Netscape was a great application, and probably a great company, but it wasn’t a great brand. Actually – I’d propose that any company that hasn’t figured out how it’s supposed to make money probably isn’t a great brand, they’re simply a good front for venture capital infusions.
AOL could have been a great brand, but then they decided to become an ISP, and then a convergence company, and then a media portal, and then a company with limited choices.
Apple is a great brand and always has been, even when it was almost destroyed. You may HATE Apple, and they may be evil closed-source IP-protecting control freaks. But they’re a great brand, and the people who hate them seem, primarily, to be techies, because I can tell you that my mom doesn’t care about shifting her songs across her many devices or what the DRM is on her iTunes, she only has ONE device, and it works just fine and the packaging is nice and she wonders if the computers are just as friendly.
Apple is a great brand because it creates beauty and simplicity out of life’s experiences, when other technology companies take those same experiences and make them complicated, and obscure, and friendly to someone who knows who Lessig is but not so friendly for my mom.
Levi’s was a great brand because it represented solid workmanship suitable for the rugged frontier and the individuals who belong there (or who wish they belonged there).
Nike. IBM. Coke.
You tell me: are these sneakers, computers and drinks? What are these things?
And I’ve heard lots of ways to describe brands, and there are probably as many ways to build great ones as there are brands themselves, but I’d propose that they all have something in common:
- They embody some sort of aspiration
- They clearly articulate that aspiration through both the products themselves and how they’re sold
- They are embraced with an often religious devotion by core communities
- This results in a “brand halo” that makes them desirable to wide audiences.

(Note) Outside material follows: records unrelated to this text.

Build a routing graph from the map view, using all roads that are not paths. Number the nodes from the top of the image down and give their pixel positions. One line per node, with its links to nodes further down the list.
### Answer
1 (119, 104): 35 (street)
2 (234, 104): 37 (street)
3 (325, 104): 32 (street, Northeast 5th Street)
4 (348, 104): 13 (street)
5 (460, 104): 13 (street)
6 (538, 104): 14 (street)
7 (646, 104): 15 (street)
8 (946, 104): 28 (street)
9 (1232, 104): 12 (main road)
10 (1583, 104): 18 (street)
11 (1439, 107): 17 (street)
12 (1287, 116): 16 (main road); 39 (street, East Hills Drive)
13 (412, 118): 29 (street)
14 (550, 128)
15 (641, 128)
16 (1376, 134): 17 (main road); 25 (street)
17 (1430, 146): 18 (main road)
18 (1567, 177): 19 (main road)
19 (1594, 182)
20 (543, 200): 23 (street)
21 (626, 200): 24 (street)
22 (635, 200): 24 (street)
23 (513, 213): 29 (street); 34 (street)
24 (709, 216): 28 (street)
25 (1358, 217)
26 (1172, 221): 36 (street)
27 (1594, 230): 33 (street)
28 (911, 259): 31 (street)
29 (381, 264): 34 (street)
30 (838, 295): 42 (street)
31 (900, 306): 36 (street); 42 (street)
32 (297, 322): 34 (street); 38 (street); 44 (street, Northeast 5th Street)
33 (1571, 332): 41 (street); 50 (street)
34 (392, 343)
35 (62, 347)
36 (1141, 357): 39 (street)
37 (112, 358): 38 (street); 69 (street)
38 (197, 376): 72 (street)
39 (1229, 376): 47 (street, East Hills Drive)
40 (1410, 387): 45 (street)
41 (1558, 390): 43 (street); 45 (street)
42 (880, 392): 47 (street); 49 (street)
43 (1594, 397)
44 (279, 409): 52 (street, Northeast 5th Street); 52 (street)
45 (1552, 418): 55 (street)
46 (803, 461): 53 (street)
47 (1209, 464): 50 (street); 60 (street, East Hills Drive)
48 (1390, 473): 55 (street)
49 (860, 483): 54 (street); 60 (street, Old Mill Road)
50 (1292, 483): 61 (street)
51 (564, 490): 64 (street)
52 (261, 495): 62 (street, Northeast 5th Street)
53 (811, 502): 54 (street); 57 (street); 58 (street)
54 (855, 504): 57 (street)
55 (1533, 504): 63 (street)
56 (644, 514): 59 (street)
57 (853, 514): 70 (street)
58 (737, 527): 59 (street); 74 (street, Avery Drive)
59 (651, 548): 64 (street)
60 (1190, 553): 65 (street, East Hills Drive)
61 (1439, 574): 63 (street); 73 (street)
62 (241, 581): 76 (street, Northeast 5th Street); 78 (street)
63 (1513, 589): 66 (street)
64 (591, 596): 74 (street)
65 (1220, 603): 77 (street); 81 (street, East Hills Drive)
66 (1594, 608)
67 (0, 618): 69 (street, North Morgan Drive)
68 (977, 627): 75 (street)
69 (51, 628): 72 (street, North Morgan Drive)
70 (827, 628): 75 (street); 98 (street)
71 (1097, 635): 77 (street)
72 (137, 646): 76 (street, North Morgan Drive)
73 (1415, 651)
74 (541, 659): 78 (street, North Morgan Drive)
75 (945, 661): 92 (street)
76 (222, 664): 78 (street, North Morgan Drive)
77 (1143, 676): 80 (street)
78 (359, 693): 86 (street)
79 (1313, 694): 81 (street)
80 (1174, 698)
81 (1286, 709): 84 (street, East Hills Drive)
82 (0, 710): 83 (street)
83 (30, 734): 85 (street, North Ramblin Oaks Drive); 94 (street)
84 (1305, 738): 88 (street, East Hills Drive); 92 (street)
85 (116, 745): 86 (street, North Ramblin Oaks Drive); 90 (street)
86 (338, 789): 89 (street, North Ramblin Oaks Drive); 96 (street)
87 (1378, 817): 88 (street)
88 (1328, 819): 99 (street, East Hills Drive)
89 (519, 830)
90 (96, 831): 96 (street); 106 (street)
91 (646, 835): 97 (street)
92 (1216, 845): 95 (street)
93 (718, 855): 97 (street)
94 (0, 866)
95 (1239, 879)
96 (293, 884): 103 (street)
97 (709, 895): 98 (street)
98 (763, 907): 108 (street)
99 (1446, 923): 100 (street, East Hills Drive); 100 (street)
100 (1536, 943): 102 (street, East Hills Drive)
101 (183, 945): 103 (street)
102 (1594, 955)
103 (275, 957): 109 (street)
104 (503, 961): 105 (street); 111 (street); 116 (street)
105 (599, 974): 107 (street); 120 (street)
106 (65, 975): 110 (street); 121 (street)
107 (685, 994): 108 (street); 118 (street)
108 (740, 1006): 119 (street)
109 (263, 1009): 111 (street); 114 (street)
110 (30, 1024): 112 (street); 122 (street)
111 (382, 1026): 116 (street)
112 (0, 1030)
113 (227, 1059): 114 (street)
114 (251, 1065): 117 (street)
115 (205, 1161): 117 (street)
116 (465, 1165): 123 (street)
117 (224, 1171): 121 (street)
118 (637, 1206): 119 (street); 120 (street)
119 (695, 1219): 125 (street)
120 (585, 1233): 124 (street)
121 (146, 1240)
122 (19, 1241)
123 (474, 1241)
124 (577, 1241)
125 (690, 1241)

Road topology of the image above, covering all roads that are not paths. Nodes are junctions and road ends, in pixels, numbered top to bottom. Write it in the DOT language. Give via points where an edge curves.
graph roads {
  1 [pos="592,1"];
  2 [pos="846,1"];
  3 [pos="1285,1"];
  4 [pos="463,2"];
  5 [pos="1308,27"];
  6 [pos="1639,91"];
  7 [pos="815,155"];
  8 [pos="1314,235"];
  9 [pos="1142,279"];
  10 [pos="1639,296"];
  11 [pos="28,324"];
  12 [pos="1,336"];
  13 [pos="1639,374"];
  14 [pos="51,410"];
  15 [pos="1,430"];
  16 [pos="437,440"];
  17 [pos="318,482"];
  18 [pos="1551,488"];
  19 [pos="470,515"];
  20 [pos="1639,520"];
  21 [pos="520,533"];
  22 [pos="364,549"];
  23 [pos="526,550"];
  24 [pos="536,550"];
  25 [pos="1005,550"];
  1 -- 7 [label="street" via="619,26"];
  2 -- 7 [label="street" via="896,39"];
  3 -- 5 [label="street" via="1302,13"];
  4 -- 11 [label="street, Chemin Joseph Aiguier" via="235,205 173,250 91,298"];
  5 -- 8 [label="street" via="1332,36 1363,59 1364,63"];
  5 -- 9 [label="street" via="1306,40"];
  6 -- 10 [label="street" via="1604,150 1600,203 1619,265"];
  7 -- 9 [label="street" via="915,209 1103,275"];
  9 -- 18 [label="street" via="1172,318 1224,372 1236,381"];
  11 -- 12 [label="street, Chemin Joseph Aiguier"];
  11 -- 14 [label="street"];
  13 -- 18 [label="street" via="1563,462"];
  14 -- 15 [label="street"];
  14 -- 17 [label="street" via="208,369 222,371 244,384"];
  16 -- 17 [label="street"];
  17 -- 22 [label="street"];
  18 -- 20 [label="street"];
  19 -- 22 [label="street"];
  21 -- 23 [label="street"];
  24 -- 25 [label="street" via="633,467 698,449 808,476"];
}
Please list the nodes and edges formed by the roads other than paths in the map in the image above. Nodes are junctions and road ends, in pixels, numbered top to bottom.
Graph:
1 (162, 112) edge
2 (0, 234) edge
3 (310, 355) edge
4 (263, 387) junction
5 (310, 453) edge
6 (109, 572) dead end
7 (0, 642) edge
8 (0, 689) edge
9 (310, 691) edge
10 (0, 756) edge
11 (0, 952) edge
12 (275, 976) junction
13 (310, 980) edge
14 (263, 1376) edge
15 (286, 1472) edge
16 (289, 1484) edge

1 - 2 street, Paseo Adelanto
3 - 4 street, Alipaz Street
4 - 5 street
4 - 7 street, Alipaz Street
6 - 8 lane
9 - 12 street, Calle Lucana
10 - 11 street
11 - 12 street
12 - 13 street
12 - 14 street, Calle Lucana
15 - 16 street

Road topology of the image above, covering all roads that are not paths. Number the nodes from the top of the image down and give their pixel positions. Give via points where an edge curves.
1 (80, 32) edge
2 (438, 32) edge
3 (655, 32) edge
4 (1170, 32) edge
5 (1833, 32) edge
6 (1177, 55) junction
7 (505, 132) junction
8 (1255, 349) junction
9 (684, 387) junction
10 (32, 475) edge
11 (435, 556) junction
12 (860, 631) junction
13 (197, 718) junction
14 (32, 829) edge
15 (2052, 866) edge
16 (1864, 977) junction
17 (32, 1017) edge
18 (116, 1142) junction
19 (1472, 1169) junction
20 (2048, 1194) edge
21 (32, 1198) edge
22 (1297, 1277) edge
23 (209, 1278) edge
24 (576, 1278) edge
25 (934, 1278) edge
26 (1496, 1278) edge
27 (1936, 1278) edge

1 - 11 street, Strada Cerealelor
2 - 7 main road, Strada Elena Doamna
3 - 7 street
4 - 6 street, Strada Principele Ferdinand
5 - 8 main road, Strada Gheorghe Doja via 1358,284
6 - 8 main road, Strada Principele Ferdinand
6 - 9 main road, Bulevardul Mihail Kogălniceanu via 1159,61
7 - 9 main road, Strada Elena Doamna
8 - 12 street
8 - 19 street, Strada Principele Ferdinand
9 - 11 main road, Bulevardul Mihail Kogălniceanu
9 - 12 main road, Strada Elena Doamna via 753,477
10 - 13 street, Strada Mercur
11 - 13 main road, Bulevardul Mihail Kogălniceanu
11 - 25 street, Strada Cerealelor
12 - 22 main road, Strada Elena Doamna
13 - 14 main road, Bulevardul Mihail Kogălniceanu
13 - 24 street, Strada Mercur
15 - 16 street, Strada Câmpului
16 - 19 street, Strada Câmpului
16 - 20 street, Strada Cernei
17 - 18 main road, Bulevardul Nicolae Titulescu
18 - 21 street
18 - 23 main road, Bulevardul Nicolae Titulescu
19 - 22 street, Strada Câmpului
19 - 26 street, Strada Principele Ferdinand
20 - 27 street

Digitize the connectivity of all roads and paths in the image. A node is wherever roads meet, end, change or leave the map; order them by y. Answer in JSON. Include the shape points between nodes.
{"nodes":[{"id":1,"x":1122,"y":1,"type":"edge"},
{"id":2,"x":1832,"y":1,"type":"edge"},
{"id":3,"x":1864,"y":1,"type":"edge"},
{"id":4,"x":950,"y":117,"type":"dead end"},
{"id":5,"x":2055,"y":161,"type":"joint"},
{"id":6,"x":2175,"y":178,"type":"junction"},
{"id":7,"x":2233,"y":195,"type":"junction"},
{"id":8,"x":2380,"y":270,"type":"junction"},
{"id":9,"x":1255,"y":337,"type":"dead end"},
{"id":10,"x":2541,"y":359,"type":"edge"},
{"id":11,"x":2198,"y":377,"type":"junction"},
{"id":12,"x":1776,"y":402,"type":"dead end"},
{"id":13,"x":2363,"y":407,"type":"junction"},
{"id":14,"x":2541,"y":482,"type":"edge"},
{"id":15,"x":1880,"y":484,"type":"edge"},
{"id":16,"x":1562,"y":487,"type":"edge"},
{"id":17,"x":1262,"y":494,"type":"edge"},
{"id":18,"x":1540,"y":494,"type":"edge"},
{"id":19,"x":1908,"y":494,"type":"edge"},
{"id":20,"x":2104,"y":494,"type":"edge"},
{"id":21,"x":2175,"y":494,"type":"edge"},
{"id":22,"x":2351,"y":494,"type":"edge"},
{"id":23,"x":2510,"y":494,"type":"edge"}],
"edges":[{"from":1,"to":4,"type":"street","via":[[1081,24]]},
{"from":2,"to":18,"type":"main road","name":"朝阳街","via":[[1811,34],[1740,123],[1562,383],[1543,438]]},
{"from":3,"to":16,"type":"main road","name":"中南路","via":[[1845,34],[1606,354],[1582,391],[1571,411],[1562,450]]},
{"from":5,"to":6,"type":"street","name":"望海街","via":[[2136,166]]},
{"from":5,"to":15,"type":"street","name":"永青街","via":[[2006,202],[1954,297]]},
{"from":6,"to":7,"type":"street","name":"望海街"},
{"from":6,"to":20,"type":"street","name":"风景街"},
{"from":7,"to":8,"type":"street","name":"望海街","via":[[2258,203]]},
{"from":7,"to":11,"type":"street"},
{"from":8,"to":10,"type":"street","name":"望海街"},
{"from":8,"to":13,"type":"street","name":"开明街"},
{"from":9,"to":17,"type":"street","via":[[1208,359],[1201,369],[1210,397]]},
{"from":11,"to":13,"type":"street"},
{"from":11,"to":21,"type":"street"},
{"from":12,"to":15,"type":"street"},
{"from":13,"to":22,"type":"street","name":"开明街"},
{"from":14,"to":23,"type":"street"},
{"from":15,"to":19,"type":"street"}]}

And I believe that Second Life has the potential to be a great brand. What’s partly missing, of course, is the second bullet. But remember I’m going on the premise here that the product is headed for a tipping point: the first hour will be improved, the interface will rock, you’ll be able to find stuff, you’ll be able to meet people, things will make sense. (OK, remember…caffeinated!)
But what’s really missing, for me at least, is the brand aspiration, the brand value. Nike isn’t about shoes, it’s about personal achievement. Second Life isn’t about virtual goods, it’s about something else.
I don’t believe for a minute that the brand represents the ‘improvement of humanity’ or whatever – that’s a mission statement for the Lab, not a brand value. Besides, I don’t usually log in to improve humanity, I log in to play with prims, or to attend a conference, or to chat with people.
Maybe it has something to do with what Tom Boellstorff said: that Second Life is “techne within techne”. We have the tools WITHIN the tools.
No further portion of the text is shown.